> **Provided data**
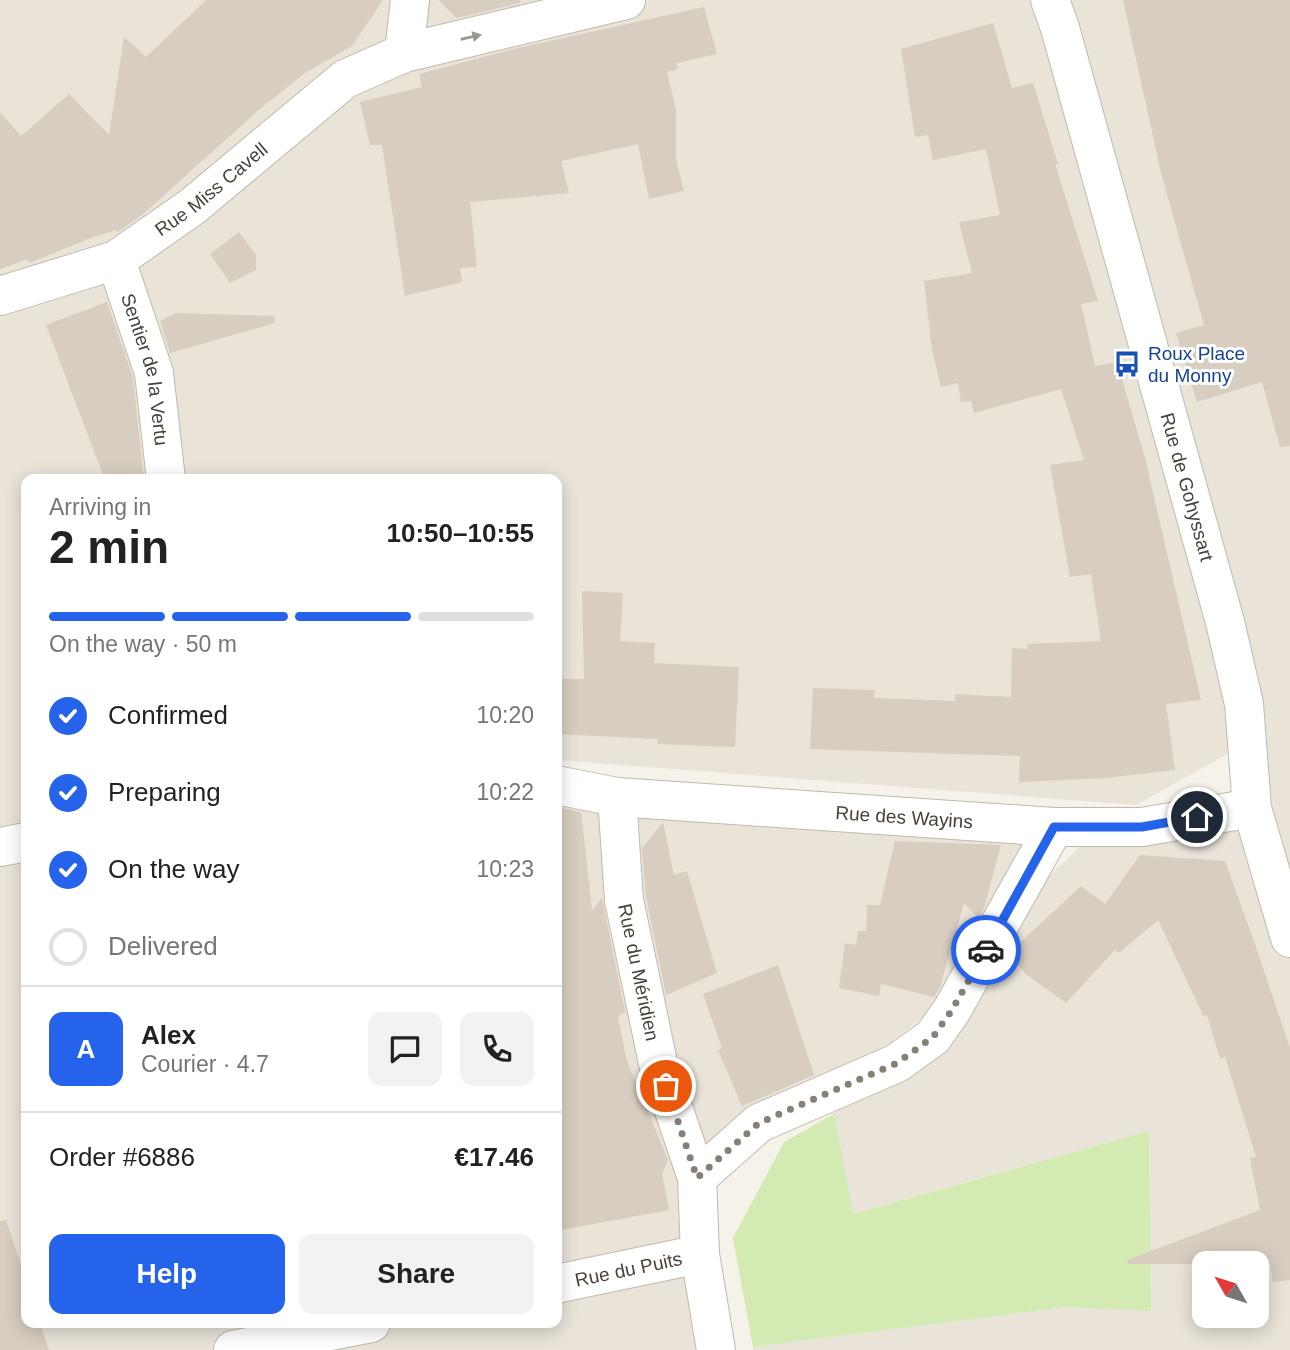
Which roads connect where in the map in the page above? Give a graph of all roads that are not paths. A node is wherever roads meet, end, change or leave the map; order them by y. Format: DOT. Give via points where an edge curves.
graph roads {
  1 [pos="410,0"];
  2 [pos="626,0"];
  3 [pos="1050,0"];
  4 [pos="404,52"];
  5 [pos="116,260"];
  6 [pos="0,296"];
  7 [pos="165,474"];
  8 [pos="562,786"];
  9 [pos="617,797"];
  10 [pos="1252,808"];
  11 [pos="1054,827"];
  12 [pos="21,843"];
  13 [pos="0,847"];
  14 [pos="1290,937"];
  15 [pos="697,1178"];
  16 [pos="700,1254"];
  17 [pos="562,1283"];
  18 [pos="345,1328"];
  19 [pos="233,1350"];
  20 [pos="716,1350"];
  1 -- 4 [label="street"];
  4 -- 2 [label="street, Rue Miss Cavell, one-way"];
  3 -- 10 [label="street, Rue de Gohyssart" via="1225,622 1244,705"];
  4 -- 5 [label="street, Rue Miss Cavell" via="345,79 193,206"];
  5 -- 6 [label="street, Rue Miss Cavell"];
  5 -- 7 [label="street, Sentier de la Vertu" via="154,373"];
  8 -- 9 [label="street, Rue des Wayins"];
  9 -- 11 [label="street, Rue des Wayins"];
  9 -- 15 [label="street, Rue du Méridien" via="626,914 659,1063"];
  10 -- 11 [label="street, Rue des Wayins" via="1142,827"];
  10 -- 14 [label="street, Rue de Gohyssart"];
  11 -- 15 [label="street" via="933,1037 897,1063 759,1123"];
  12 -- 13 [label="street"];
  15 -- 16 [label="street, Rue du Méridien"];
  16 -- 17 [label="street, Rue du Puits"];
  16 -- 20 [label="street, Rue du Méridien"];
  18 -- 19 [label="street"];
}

> **Required action**
Make an exact copy of the listing, with no images in it.

> **Solution to the exercise**
Which roads connect where in the map in the page above? Give a graph of all roads that are not paths. A node is wherever roads meet, end, change or leave the map; order them by y. Format: DOT. Give via points where an edge curves.
graph roads {
  1 [pos="410,0"];
  2 [pos="626,0"];
  3 [pos="1050,0"];
  4 [pos="404,52"];
  5 [pos="116,260"];
  6 [pos="0,296"];
  7 [pos="165,474"];
  8 [pos="562,786"];
  9 [pos="617,797"];
  10 [pos="1252,808"];
  11 [pos="1054,827"];
  12 [pos="21,843"];
  13 [pos="0,847"];
  14 [pos="1290,937"];
  15 [pos="697,1178"];
  16 [pos="700,1254"];
  17 [pos="562,1283"];
  18 [pos="345,1328"];
  19 [pos="233,1350"];
  20 [pos="716,1350"];
  1 -- 4 [label="street"];
  4 -- 2 [label="street, Rue Miss Cavell, one-way"];
  3 -- 10 [label="street, Rue de Gohyssart" via="1225,622 1244,705"];
  4 -- 5 [label="street, Rue Miss Cavell" via="345,79 193,206"];
  5 -- 6 [label="street, Rue Miss Cavell"];
  5 -- 7 [label="street, Sentier de la Vertu" via="154,373"];
  8 -- 9 [label="street, Rue des Wayins"];
  9 -- 11 [label="street, Rue des Wayins"];
  9 -- 15 [label="street, Rue du Méridien" via="626,914 659,1063"];
  10 -- 11 [label="street, Rue des Wayins" via="1142,827"];
  10 -- 14 [label="street, Rue de Gohyssart"];
  11 -- 15 [label="street" via="933,1037 897,1063 759,1123"];
  12 -- 13 [label="street"];
  15 -- 16 [label="street, Rue du Méridien"];
  16 -- 17 [label="street, Rue du Puits"];
  16 -- 20 [label="street, Rue du Méridien"];
  18 -- 19 [label="street"];
}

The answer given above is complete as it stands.